Auch zum Punkt Bilanzierung gibt es neue Warnungen. In einer Sitzung am Mittwoch beschloss der Aufsichtsrat laut eine Ad-hoc-Meldung, sich die Bewertungen von Vermögensposten außerhalb Südafrikas genauer anzusehen. Die fraglichen Positionen, deren Substanz geprüft würde, beliefen sich auf eine Summe von rund sechs Milliarden Euro. Im Geschäftsjahr 2015/16 wies der Konzern eine Bilanzsumme von 32 Milliarden Euro aus, davon 16 Milliarden Euro Eigenkapital.
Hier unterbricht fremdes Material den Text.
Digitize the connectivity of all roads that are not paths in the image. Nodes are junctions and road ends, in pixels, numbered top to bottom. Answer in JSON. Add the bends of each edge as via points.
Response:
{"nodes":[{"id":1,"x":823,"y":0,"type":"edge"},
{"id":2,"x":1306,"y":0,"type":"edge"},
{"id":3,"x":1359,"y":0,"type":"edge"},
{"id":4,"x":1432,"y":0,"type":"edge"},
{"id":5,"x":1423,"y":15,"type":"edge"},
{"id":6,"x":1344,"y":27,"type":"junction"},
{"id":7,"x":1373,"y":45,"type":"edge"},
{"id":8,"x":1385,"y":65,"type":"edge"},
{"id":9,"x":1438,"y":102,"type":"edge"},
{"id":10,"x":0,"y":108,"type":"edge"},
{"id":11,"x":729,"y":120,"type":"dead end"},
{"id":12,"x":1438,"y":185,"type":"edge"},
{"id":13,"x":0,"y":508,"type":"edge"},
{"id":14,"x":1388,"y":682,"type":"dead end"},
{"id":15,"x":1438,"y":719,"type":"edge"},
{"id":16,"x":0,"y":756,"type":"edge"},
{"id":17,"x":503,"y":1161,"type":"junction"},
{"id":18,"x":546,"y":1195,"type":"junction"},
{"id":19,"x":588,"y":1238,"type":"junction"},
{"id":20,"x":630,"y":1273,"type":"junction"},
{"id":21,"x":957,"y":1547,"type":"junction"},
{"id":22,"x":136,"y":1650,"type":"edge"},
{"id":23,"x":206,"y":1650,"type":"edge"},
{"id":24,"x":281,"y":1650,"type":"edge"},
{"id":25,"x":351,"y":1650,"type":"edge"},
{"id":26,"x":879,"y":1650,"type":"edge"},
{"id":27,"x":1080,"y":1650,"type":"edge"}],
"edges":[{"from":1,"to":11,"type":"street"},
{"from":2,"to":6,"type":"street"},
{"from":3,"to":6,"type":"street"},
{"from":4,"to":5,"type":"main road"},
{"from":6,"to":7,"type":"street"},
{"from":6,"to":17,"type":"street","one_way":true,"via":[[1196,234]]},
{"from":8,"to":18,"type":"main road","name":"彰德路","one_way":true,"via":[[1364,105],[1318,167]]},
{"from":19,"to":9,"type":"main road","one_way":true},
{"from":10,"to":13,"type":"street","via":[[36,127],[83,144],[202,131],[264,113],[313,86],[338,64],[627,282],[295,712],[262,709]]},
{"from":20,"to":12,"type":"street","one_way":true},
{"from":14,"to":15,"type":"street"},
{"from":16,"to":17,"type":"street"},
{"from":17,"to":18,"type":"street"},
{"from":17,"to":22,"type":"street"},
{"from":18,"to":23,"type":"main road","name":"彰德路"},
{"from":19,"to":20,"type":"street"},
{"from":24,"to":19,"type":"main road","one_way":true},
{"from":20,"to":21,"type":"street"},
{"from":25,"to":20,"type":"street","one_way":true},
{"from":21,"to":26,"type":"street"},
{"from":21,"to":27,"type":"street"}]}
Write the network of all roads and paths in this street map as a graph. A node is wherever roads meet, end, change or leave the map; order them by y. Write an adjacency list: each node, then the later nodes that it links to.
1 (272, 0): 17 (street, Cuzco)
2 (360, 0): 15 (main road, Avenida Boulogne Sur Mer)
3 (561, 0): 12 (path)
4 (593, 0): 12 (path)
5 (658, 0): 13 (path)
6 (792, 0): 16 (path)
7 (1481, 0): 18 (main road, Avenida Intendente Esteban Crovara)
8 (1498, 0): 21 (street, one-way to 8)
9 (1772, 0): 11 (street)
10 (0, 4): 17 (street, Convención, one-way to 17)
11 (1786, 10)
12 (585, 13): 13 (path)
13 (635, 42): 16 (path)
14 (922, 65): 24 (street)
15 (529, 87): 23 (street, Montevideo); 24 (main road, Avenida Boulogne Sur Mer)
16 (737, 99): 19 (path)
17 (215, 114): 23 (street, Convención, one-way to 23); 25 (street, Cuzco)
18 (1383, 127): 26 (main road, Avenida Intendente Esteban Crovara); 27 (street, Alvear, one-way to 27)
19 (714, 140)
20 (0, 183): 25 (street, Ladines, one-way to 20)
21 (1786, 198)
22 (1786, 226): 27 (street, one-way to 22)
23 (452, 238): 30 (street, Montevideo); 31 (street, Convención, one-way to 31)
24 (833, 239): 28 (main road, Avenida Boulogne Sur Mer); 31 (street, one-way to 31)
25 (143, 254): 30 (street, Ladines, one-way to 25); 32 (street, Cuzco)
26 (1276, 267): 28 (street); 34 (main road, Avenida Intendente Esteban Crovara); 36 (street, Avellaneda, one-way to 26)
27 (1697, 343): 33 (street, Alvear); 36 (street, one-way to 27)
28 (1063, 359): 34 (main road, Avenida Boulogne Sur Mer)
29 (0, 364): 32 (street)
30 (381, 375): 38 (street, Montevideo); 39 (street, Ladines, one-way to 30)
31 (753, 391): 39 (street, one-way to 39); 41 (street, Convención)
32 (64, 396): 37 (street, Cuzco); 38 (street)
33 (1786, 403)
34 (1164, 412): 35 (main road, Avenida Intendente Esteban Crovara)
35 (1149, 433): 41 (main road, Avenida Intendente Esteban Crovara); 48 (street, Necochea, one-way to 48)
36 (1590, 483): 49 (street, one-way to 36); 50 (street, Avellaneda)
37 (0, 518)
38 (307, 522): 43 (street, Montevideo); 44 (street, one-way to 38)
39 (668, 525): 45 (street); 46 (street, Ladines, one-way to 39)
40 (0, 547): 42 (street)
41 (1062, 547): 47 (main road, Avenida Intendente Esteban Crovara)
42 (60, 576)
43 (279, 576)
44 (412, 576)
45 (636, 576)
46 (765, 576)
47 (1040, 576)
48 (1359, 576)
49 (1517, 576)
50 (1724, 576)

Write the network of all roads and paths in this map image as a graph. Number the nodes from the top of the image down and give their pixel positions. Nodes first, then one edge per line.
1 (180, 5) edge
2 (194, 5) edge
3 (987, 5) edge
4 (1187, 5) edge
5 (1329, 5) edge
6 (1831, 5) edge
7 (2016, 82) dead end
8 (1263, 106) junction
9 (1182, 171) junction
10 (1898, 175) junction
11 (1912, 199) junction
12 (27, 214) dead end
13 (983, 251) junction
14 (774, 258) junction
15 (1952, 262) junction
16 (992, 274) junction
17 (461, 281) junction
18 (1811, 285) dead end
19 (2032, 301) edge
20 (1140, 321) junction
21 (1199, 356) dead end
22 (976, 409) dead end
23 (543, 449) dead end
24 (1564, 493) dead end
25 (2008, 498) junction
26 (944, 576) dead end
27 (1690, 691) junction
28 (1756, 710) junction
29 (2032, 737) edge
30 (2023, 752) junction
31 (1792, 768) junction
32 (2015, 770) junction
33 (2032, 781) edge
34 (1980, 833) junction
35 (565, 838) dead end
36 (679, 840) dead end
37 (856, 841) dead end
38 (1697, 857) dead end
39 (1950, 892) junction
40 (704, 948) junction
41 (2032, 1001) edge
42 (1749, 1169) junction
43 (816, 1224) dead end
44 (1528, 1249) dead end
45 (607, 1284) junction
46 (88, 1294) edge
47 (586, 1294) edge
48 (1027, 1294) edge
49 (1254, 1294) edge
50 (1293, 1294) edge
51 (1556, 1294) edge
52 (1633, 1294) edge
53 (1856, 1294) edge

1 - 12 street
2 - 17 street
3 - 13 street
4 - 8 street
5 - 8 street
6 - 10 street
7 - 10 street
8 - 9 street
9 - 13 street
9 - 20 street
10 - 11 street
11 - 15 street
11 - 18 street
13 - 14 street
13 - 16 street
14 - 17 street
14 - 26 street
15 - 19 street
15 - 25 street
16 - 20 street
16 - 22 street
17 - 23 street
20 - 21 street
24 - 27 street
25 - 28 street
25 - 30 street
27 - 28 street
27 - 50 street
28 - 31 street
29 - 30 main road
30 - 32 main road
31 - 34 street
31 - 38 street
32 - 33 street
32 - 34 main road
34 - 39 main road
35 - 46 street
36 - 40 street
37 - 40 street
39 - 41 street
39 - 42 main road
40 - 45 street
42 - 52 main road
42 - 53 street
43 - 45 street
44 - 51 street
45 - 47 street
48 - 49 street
Fast ein Fünftel aller Vermögenswerte des Konzerns wäre damit infrage gestellt.

Im rasanten Tempo war der Steinhoff-Konzern unter dem bisherigen Vorstandschef Markus Jooste in den vergangenen Jahren gewachsen. Die ursprünglich von Bruno Steinhoff in Westerstede gegründete Möbelhandelsfirma ging unter Jooste zunächst in Südafrika an die Börse. Vor zwei Jahren entschloss sich das Unternehmen zum Schritt an die Frankfurter Börse. Steinhoff galt dort noch vor einem Jahr auf Grund seiner glänzenden Zahlen als Dax-Kandidat.

Schon am Mittwoch  hatte der Konzern vor dem Handel mit den eigenen Aktien gewarnt und verkündet, er habe zusätzlich zu den Wirtschaftsprüfern des Hauses noch einmal die Wirtschaftsprüfungsgesellschaft PwC um eine Nachprüfung gebeten.

Unter Jooste war aus Steinhoff ein weitverzweigtes Konglomerat entstanden, zu dem südafrikanische Einzelhandelsketten und die Textilkette Pepkor genauso gehören wie die deutsche Möbelkette Poco, die österreichischen Möbelhäuser Kika und Leiner und der französische Möbelkonzern Conforama. Dutzende Zwischenholdings und Beteiligungen ließen ein Geflecht entstehen, das Anlysten als „intransparent“ kritisieren.

Seit Dezember 2015 prüft die Staatsanwaltschaft Oldenburg Unterlagen des Unternehmens auf mögliche Bilanzmanipulationen. Mutmaßlich seien überhöhte Umsatzerlöse ausgewiesen worden, weil zum Konzern gehörende Firmen immaterielle Werte oder Gesellschafteranteile an vermeintlich fremde, den Ermittlungen zufolge jedoch dem Konzern nahestehende Unternehmen, verkauft haben sollen. Dabei soll es um Transaktionen jeweils in dreistelliger Millionenhöhe gehen. Steinhoff hatte die Vorwürfe zurückgewiesen.

Nach dem Rücktritt Joostes übernahm Aufsichtsratschef Christo Wiese , 76, die Geschäfte. Er gilt als Ziehvater und enger Vertrauter Joostes. Nun kam es zumindest geschäftlich zum Bruch. Die Steinhoff-Aktie notierte am frühen Nachmittag bei 78 Cent. Neben dem 76-jährigen Milliardär Wiese, der mit rund 23 Prozent größter Einzelaktionär von Steinhoff ist, sind Public Investment Corp mit 8,5 Prozent und Coronation Fund Managers mit 5,2 Prozent weitere Großaktionäre.